Results from the program were mixed, with some American astronauts comparing about feeling isolated and undersupported when training overseas. Worse, by the time NASA astronauts arrived, Mir was nearing the end of its operational lifetime and experienced frequent power failures and a near-fatal fire.
Astronauts generally, however, got a lot of microgravity research done during the program. Also, the experience aboard Mir gave NASA and the Russian Federal Space Agency (Roscosmos) an education on how to best work together for ISS.
Extending long-term duration experience
According to Enyclopedia Astronautica, Mir was intended as a successor project to the Soviet Union's Salyut series of space stations. While the United States was focused on the moon program in the 1960s and developing the shuttle in the 1970s, Russia went in another direction after the space race.
The country worked on developing expertise in long-duration spaceflight, and felt that a larger space station would allow for more research in that area. Mir was originally authorized in a February 1976, then evolved by 1978 to a station with several ports for crewed Soyuz spacecraft and cargo Progress spaceships.
NPO Energia began work in earnest on the station in 1979, reportedly subcontracting the responsibilities to KB Salyut because Energia was preoccupied with the Salyut, Soyuz, and Progress programs, among others. Work stalled somewhat as Russia developed a Buran space shuttle, but according to the encyclopedia, in 1984 the Soviet Union made it a priority to orbit the station in two years to coincide with the 27th Communist Party Congress in spring 1986.
It took some planning adjustments, but the first module of Mir launched successfully on Feb. 20, 1986. The next step would be bringing it alive for cosmonauts to occupy it.
"The decision was taken to launch Soyuz T-15 on a unique dual station mission," the encyclopedia stated in an article about Mir's construction.
"The Soyuz would first dock with Salyut 7, which was dead in space, and completely repair the station. They then would fly in their Soyuz to Mir, and put it into initial operation. This spectacular mission marked a new maturity in the Soviet space program."
Construction and dissolution
Mir was a modular space station, meaning that there were different parts that were shipped up and put together to form the greater whole. The first module that launched was the Mir base block (or core module).
During the next decade, the Soviets launched several other modules.

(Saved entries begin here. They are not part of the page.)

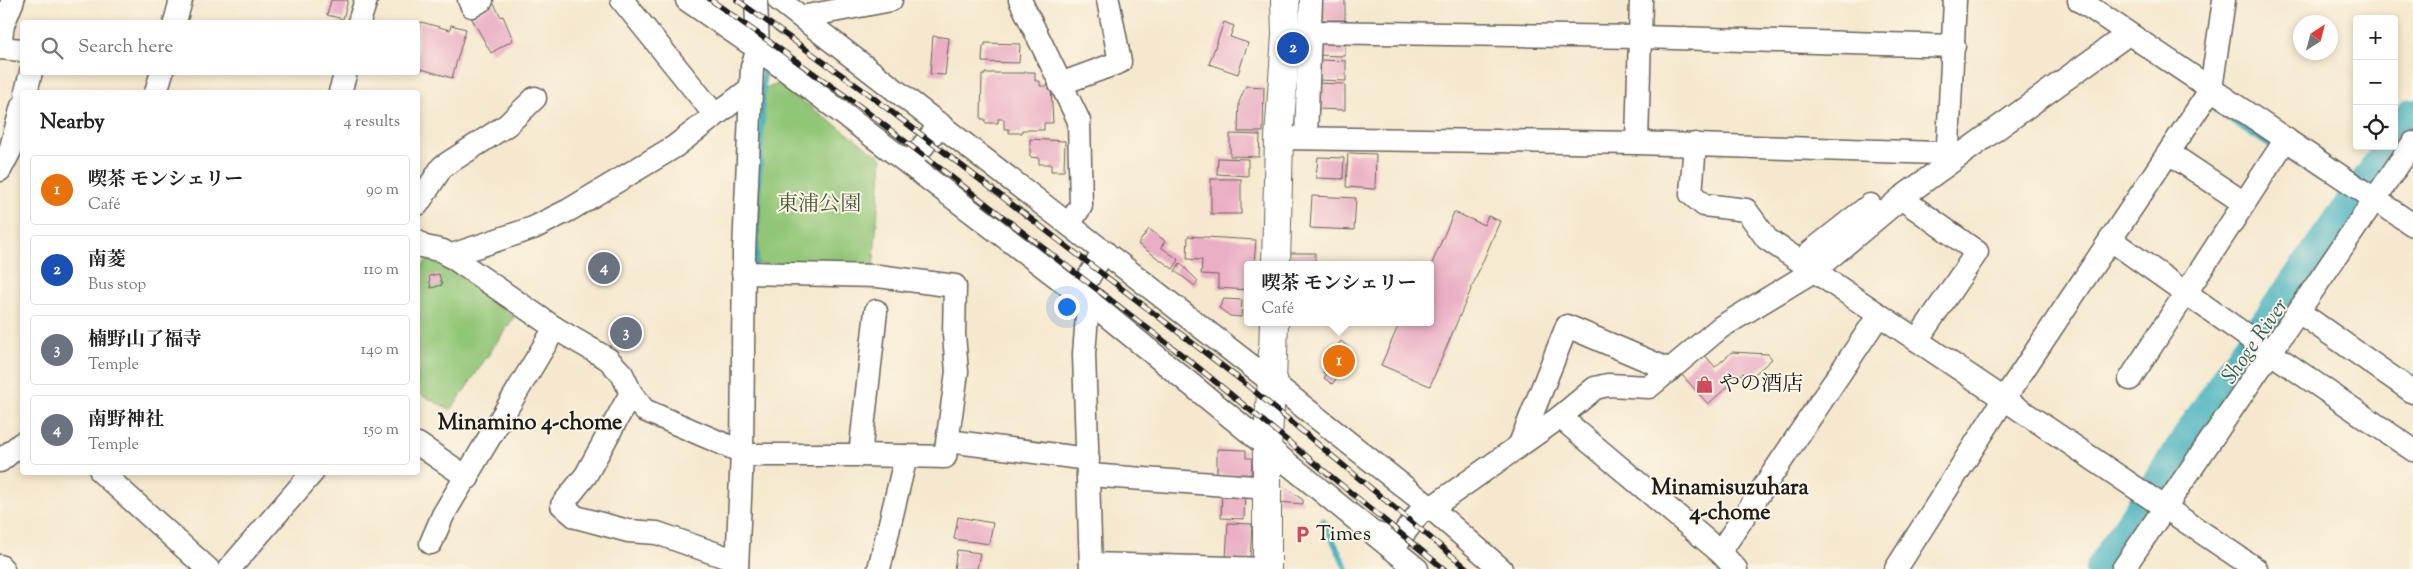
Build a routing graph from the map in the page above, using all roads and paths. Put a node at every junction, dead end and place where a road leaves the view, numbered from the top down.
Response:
1 (13, 0) edge
2 (181, 0) edge
3 (366, 0) edge
4 (469, 0) edge
5 (482, 0) edge
6 (622, 0) edge
7 (687, 0) edge
8 (756, 0) edge
9 (779, 0) edge
10 (891, 0) edge
11 (1020, 0) edge
12 (1108, 0) edge
13 (1285, 0) edge
14 (1311, 0) edge
15 (1641, 0) edge
16 (1955, 0) edge
17 (2079, 0) edge
18 (2224, 0) edge
19 (802, 17) junction
20 (176, 20) edge
21 (360, 20) edge
22 (1298, 33) junction
23 (2128, 34) junction
24 (1640, 37) junction
25 (0, 46) edge
26 (1954, 46) junction
27 (758, 49) junction
28 (20, 50) edge
29 (30, 75) edge
30 (161, 75) edge
31 (345, 75) edge
32 (1060, 84) junction
33 (751, 88) junction
34 (2212, 89) junction
35 (26, 90) edge
36 (157, 90) edge
37 (341, 90) edge
38 (534, 98) dead end
39 (20, 113) edge
40 (715, 115) junction
41 (940, 124) junction
42 (1306, 137) junction
43 (1279, 138) junction
44 (2286, 139) junction
45 (1637, 143) junction
46 (2413, 143) edge
47 (1695, 144) junction
48 (1923, 152) junction
49 (2169, 153) junction
50 (909, 164) junction
51 (0, 170) edge
52 (2365, 193) junction
53 (1901, 198) junction
54 (420, 201) edge
55 (2244, 203) junction
56 (1069, 224) junction
57 (2413, 225) edge
58 (2111, 240) junction
59 (420, 246) edge
60 (1104, 252) junction
61 (449, 256) junction
62 (1276, 261) edge
63 (1810, 267) junction
64 (744, 273) junction
65 (2184, 292) junction
66 (1090, 302) junction
67 (876, 311) dead end
68 (2299, 312) junction
69 (1879, 315) junction
70 (1274, 326) edge
71 (555, 328) junction
72 (1917, 340) junction
73 (2261, 347) junction
74 (1670, 370) junction
75 (2130, 379) dead end
76 (1272, 382) junction
77 (2413, 392) edge
78 (631, 393) junction
79 (2004, 399) junction
80 (1560, 417) junction
81 (948, 441) junction
82 (20, 444) edge
83 (1520, 444) junction
84 (420, 445) edge
85 (1266, 446) junction
86 (2413, 450) edge
87 (741, 454) junction
88 (860, 455) junction
89 (906, 456) junction
90 (0, 461) edge
91 (1088, 467) junction
92 (104, 475) edge
93 (300, 477) edge
94 (468, 478) junction
95 (1268, 488) junction
96 (2156, 501) junction
97 (1431, 508) junction
98 (1377, 534) junction
99 (430, 543) dead end
100 (1720, 552) junction
101 (737, 565) edge
102 (0, 566) edge
103 (1091, 566) edge
104 (1498, 568) edge
105 (3, 569) edge
106 (208, 569) edge
107 (229, 569) edge
108 (879, 569) edge
109 (1267, 569) edge
110 (1417, 569) edge
111 (1736, 569) edge
112 (1896, 569) edge
113 (2123, 569) edge
114 (2256, 569) edge

1 - 25 street
2 - 20 street
3 - 21 street
4 - 5 street
6 - 40 street
7 - 27 street
8 - 27 street
9 - 19 street
10 - 19 street
11 - 32 street
12 - 32 street
13 - 22 main road
14 - 22 street
15 - 24 street
16 - 26 street
17 - 23 street
18 - 34 street
19 - 41 street
22 - 24 street
22 - 42 street
22 - 43 main road
23 - 34 street
23 - 53 street
24 - 26 street
24 - 45 street
25 - 28 street
26 - 48 street
27 - 33 street
27 - 50 street
29 - 35 street
30 - 36 street
31 - 37 street
32 - 56 street
33 - 40 street
33 - 64 street
34 - 44 street
34 - 49 street
38 - 54 street
39 - 51 street
40 - 61 street
41 - 50 street
41 - 56 street
42 - 43 street
42 - 45 street
43 - 62 main road
44 - 52 street
44 - 55 street
45 - 47 street
46 - 52 street
47 - 48 street
47 - 63 street
48 - 63 street
49 - 55 street
49 - 58 street
50 - 66 street
52 - 57 street
52 - 68 street
53 - 63 street
53 - 72 street
55 - 65 street
56 - 60 street
58 - 65 street
58 - 79 street
59 - 61 street
60 - 66 street
60 - 76 street
61 - 71 street
63 - 69 street
63 - 74 street
64 - 81 street
64 - 87 street
65 - 73 street
65 - 75 street
66 - 85 street
66 - 91 street
67 - 88 street
68 - 73 street
68 - 77 street
69 - 72 street
69 - 100 street
70 - 76 main road
71 - 78 street
71 - 94 street
72 - 79 street
73 - 86 street
73 - 96 street
74 - 80 street
74 - 83 street
76 - 85 main road
76 - 97 street
78 - 87 street
78 - 101 street
79 - 96 street
79 - 112 street
80 - 83 street
80 - 100 street
81 - 89 street
81 - 91 street
82 - 90 street
83 - 97 street
84 - 94 street
85 - 95 main road
85 - 98 street
87 - 88 street
87 - 101 street
88 - 89 street
89 - 108 street
91 - 95 street
91 - 103 street
92 - 106 street
93 - 107 street
94 - 99 street
95 - 109 main road
96 - 113 street
96 - 114 street
97 - 98 street
97 - 104 street
98 - 110 street
100 - 111 street
102 - 105 street
103 - 109 street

But political change was brewing amid the construction. The Soviet Union dissolved when one Soviet cosmonaut, Sergei Krikalev, was in space between 1991 and 1992. He is sometimes dubbed "the last Soviet citizen" because of this.
After construction was finished, Mir had a collection of facilities. At 43 feet (13.1 meters) long, the "core" module of the station was the main area where the cosmonauts and astronauts did their work. It also housed the main computer and vital space station parts, such as communications.
In addition to solar arrays and a docking port, the station had several facilities for orbital science. These included, but were not limited to, two Kvant modules (that did astronomy and other science research), Kristall (which had a facility for microgravity manufacturing) and Spektr (focused on Earth work).
Mir is most famous for hosting long-duration missions during its early years in space. For this reason, the Soviets and Russians dominate the list of the 10 longest spaceflights on record. Topping the list is Valeri Polyakov, who spent nearly 438 days aboard Mir and landed on March 22, 1995.
In 1993, NASA and Russia made a pact to bring space shuttles to Mir. This would benefit the respective programs in a couple of ways. It would give NASA astronauts, then confined to shuttle flights, some valuable long-term flight experience. And it would provide Russia with some badly needed cash as the young country struggled to keep its expensive spaceflight program afloat.
The program ran between 1994 and 1998, with several NASA astronauts spending months aboard the orbiting facility. They trained in Russia, working to learn the language and a new space program all at the same time. Some of the astronauts thrived in the new environment, while others struggled. (More details are provided in the book "Dragonfly," which covers the history of the program.)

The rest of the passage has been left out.